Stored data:
_ _ _ _ _ _ _

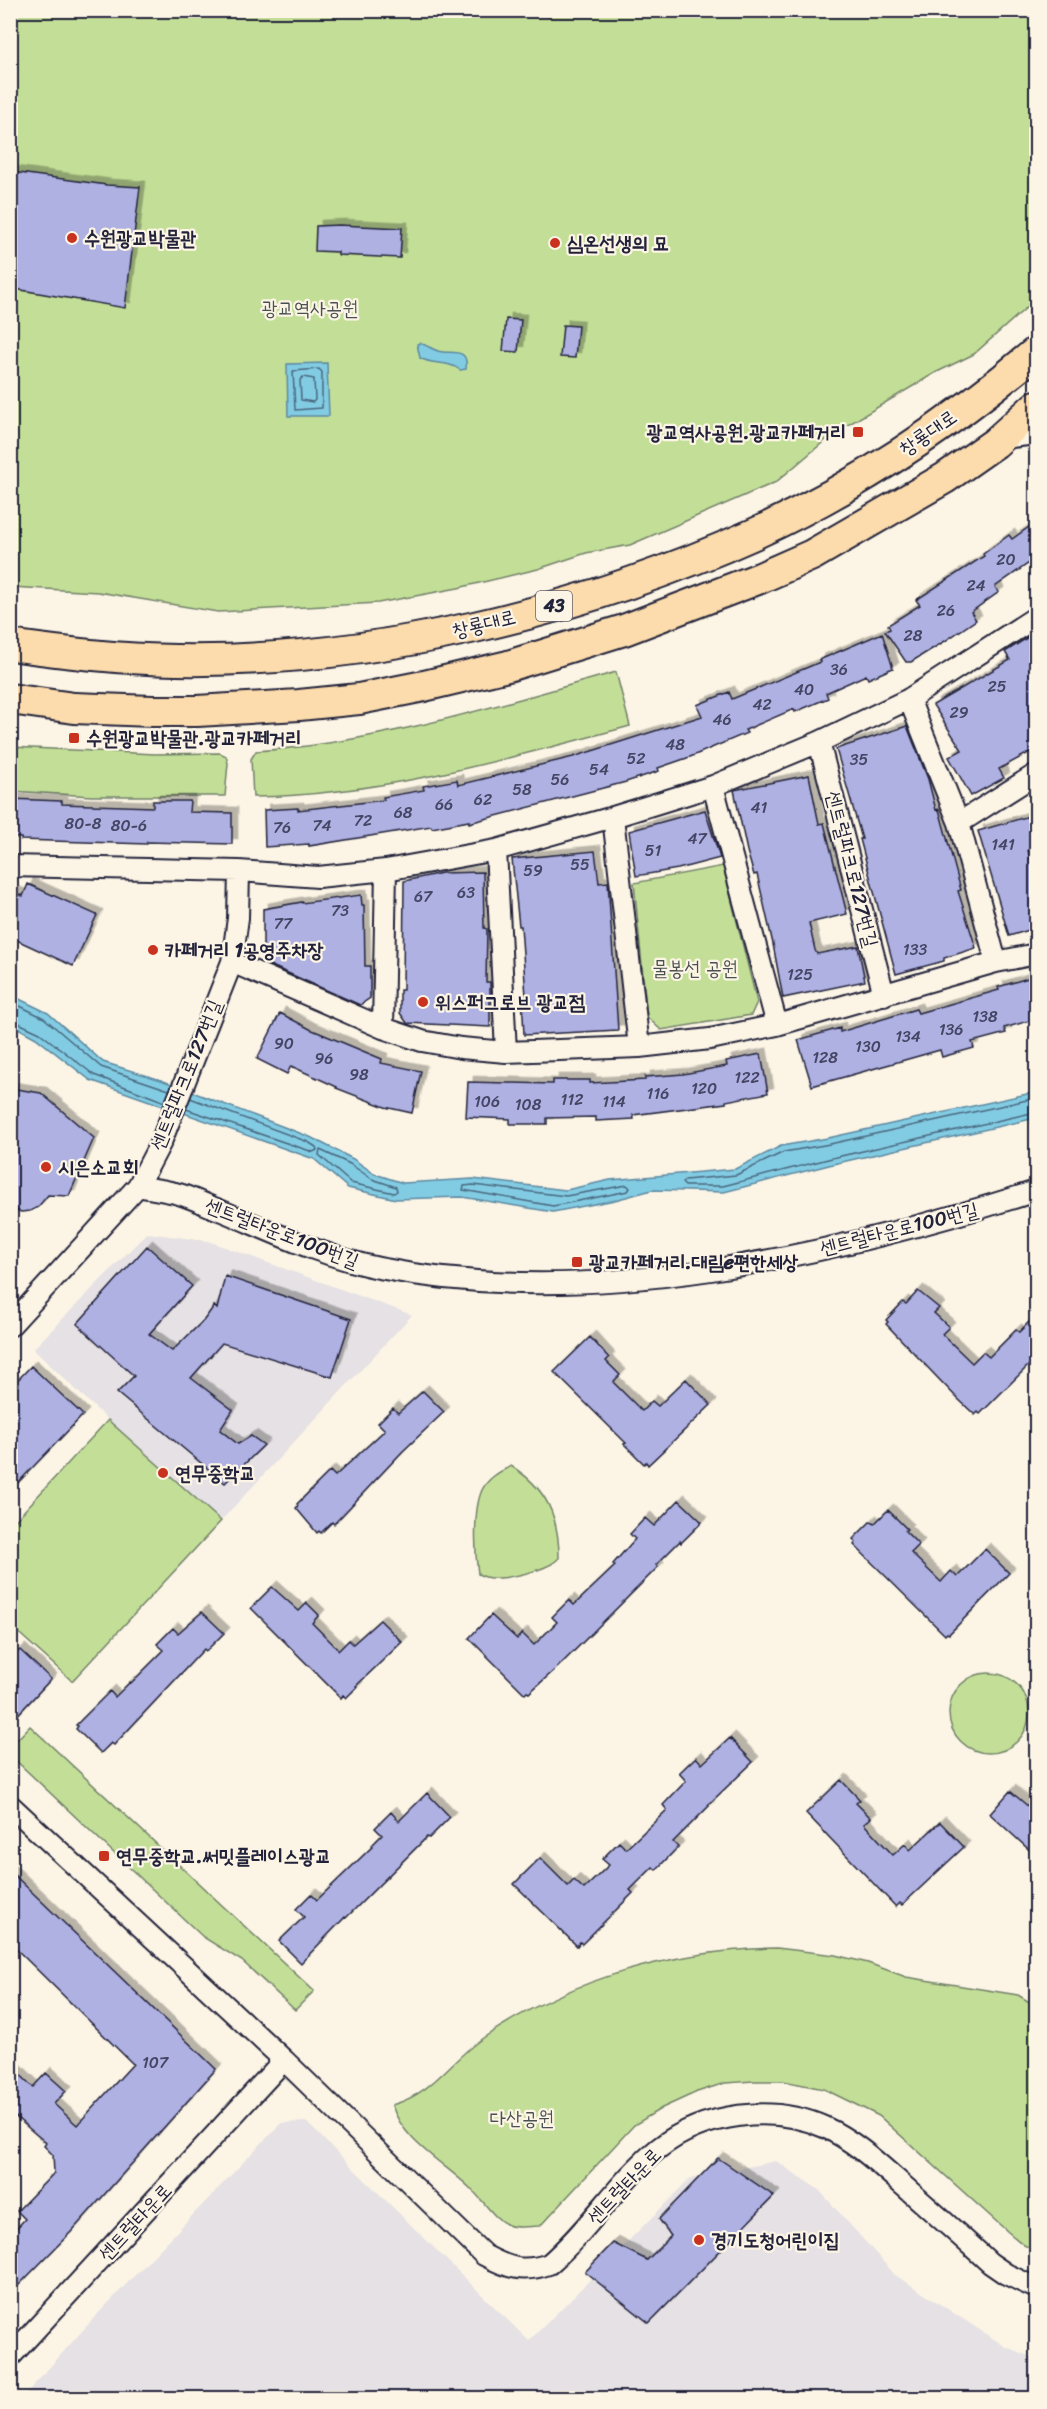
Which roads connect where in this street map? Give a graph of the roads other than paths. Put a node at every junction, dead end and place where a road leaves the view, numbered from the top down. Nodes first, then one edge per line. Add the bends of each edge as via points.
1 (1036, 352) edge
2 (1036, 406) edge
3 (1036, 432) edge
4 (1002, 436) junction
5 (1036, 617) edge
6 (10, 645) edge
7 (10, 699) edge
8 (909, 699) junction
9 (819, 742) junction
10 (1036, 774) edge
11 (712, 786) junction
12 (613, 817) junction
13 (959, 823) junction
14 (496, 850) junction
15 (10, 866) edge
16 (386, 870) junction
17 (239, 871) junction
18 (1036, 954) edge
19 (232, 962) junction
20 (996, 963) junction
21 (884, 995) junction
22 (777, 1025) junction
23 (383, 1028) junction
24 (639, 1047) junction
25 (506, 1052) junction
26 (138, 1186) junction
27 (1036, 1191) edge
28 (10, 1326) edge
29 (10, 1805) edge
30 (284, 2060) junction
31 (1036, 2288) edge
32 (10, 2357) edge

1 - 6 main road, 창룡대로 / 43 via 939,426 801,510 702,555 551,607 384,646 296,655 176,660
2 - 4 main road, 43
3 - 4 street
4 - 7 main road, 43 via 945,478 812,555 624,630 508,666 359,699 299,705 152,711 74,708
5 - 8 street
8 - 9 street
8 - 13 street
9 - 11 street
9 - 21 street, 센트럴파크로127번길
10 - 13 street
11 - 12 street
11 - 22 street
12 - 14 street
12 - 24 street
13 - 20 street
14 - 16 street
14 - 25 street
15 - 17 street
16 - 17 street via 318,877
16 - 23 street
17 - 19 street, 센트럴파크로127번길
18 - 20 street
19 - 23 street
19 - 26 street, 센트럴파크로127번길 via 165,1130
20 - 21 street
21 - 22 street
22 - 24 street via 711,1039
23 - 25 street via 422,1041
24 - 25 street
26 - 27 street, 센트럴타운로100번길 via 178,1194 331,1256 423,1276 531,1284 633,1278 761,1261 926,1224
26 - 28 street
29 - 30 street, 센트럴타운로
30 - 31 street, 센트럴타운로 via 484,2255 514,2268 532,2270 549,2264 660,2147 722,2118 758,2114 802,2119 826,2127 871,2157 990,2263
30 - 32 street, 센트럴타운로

_ _ _ _ _ _ _

EXERCISE DESCRIPTION: Whenever a line in the data above contains the word "main", include it in the tally, and report only the final number.

TASK RESPONSE: 3